Leaving nothing out, set down all the data exactly.

*** Records supplied ***

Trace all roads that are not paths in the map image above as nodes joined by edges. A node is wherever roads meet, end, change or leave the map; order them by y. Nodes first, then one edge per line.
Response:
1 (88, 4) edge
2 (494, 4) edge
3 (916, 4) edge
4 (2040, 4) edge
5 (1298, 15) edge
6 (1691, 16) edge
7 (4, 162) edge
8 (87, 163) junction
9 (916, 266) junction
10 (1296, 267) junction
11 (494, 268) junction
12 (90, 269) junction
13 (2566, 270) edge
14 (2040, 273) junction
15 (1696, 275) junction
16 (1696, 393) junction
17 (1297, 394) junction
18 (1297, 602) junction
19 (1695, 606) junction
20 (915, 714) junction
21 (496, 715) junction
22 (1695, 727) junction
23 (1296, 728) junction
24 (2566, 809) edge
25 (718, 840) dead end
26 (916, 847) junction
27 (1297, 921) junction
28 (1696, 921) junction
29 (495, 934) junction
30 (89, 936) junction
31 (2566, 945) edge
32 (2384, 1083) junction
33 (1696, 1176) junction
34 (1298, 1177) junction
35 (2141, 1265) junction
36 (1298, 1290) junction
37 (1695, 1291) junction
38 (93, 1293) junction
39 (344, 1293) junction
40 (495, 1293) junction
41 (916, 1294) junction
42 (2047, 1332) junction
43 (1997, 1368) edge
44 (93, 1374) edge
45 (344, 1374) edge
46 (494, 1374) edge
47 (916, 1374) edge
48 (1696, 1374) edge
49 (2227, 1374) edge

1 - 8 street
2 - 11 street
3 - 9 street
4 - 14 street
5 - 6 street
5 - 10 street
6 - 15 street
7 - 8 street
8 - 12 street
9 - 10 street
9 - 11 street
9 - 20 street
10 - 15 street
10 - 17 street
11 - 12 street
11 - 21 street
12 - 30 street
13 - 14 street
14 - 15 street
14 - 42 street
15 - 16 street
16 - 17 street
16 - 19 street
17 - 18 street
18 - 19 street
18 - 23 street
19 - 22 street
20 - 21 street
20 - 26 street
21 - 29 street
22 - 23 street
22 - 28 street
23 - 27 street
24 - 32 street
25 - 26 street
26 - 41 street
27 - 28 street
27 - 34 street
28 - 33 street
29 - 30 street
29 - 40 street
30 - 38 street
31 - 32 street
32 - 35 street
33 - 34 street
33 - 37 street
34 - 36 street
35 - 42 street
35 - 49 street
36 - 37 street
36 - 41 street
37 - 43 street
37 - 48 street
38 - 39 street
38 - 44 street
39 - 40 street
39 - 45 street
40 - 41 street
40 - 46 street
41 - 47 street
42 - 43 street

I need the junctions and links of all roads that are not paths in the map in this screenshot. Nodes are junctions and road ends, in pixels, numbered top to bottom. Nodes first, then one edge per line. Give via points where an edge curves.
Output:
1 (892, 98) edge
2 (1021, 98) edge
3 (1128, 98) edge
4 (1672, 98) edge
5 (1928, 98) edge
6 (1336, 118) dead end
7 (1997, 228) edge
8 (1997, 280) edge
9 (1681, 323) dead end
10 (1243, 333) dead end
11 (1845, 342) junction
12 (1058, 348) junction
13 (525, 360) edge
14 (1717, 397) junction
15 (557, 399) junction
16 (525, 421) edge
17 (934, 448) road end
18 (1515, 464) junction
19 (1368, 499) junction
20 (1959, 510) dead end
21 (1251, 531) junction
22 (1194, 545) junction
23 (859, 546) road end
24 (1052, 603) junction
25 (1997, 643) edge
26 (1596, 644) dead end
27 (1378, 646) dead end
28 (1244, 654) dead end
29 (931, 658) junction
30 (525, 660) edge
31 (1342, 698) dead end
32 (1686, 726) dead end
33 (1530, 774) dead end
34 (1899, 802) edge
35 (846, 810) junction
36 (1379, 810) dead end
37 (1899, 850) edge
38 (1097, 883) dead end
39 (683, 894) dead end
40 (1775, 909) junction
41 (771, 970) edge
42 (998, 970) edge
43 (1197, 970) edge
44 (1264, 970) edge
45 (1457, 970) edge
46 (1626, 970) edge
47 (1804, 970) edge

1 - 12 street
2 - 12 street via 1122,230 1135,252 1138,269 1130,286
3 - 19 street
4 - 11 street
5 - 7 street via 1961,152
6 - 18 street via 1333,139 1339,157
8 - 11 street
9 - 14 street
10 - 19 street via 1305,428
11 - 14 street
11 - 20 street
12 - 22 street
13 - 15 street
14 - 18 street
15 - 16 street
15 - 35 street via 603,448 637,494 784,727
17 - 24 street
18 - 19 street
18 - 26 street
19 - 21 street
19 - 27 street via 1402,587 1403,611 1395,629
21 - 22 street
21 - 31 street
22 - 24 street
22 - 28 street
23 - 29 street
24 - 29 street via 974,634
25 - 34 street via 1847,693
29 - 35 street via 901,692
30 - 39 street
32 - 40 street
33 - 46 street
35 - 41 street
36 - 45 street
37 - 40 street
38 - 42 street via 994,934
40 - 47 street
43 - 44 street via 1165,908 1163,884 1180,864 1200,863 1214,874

***

__Answer for the task__:
Trace all roads that are not paths in the map image above as nodes joined by edges. A node is wherever roads meet, end, change or leave the map; order them by y. Nodes first, then one edge per line.
Response:
1 (88, 4) edge
2 (494, 4) edge
3 (916, 4) edge
4 (2040, 4) edge
5 (1298, 15) edge
6 (1691, 16) edge
7 (4, 162) edge
8 (87, 163) junction
9 (916, 266) junction
10 (1296, 267) junction
11 (494, 268) junction
12 (90, 269) junction
13 (2566, 270) edge
14 (2040, 273) junction
15 (1696, 275) junction
16 (1696, 393) junction
17 (1297, 394) junction
18 (1297, 602) junction
19 (1695, 606) junction
20 (915, 714) junction
21 (496, 715) junction
22 (1695, 727) junction
23 (1296, 728) junction
24 (2566, 809) edge
25 (718, 840) dead end
26 (916, 847) junction
27 (1297, 921) junction
28 (1696, 921) junction
29 (495, 934) junction
30 (89, 936) junction
31 (2566, 945) edge
32 (2384, 1083) junction
33 (1696, 1176) junction
34 (1298, 1177) junction
35 (2141, 1265) junction
36 (1298, 1290) junction
37 (1695, 1291) junction
38 (93, 1293) junction
39 (344, 1293) junction
40 (495, 1293) junction
41 (916, 1294) junction
42 (2047, 1332) junction
43 (1997, 1368) edge
44 (93, 1374) edge
45 (344, 1374) edge
46 (494, 1374) edge
47 (916, 1374) edge
48 (1696, 1374) edge
49 (2227, 1374) edge

1 - 8 street
2 - 11 street
3 - 9 street
4 - 14 street
5 - 6 street
5 - 10 street
6 - 15 street
7 - 8 street
8 - 12 street
9 - 10 street
9 - 11 street
9 - 20 street
10 - 15 street
10 - 17 street
11 - 12 street
11 - 21 street
12 - 30 street
13 - 14 street
14 - 15 street
14 - 42 street
15 - 16 street
16 - 17 street
16 - 19 street
17 - 18 street
18 - 19 street
18 - 23 street
19 - 22 street
20 - 21 street
20 - 26 street
21 - 29 street
22 - 23 street
22 - 28 street
23 - 27 street
24 - 32 street
25 - 26 street
26 - 41 street
27 - 28 street
27 - 34 street
28 - 33 street
29 - 30 street
29 - 40 street
30 - 38 street
31 - 32 street
32 - 35 street
33 - 34 street
33 - 37 street
34 - 36 street
35 - 42 street
35 - 49 street
36 - 37 street
36 - 41 street
37 - 43 street
37 - 48 street
38 - 39 street
38 - 44 street
39 - 40 street
39 - 45 street
40 - 41 street
40 - 46 street
41 - 47 street
42 - 43 street

I need the junctions and links of all roads that are not paths in the map in this screenshot. Nodes are junctions and road ends, in pixels, numbered top to bottom. Nodes first, then one edge per line. Give via points where an edge curves.
Output:
1 (892, 98) edge
2 (1021, 98) edge
3 (1128, 98) edge
4 (1672, 98) edge
5 (1928, 98) edge
6 (1336, 118) dead end
7 (1997, 228) edge
8 (1997, 280) edge
9 (1681, 323) dead end
10 (1243, 333) dead end
11 (1845, 342) junction
12 (1058, 348) junction
13 (525, 360) edge
14 (1717, 397) junction
15 (557, 399) junction
16 (525, 421) edge
17 (934, 448) road end
18 (1515, 464) junction
19 (1368, 499) junction
20 (1959, 510) dead end
21 (1251, 531) junction
22 (1194, 545) junction
23 (859, 546) road end
24 (1052, 603) junction
25 (1997, 643) edge
26 (1596, 644) dead end
27 (1378, 646) dead end
28 (1244, 654) dead end
29 (931, 658) junction
30 (525, 660) edge
31 (1342, 698) dead end
32 (1686, 726) dead end
33 (1530, 774) dead end
34 (1899, 802) edge
35 (846, 810) junction
36 (1379, 810) dead end
37 (1899, 850) edge
38 (1097, 883) dead end
39 (683, 894) dead end
40 (1775, 909) junction
41 (771, 970) edge
42 (998, 970) edge
43 (1197, 970) edge
44 (1264, 970) edge
45 (1457, 970) edge
46 (1626, 970) edge
47 (1804, 970) edge

1 - 12 street
2 - 12 street via 1122,230 1135,252 1138,269 1130,286
3 - 19 street
4 - 11 street
5 - 7 street via 1961,152
6 - 18 street via 1333,139 1339,157
8 - 11 street
9 - 14 street
10 - 19 street via 1305,428
11 - 14 street
11 - 20 street
12 - 22 street
13 - 15 street
14 - 18 street
15 - 16 street
15 - 35 street via 603,448 637,494 784,727
17 - 24 street
18 - 19 street
18 - 26 street
19 - 21 street
19 - 27 street via 1402,587 1403,611 1395,629
21 - 22 street
21 - 31 street
22 - 24 street
22 - 28 street
23 - 29 street
24 - 29 street via 974,634
25 - 34 street via 1847,693
29 - 35 street via 901,692
30 - 39 street
32 - 40 street
33 - 46 street
35 - 41 street
36 - 45 street
37 - 40 street
38 - 42 street via 994,934
40 - 47 street
43 - 44 street via 1165,908 1163,884 1180,864 1200,863 1214,874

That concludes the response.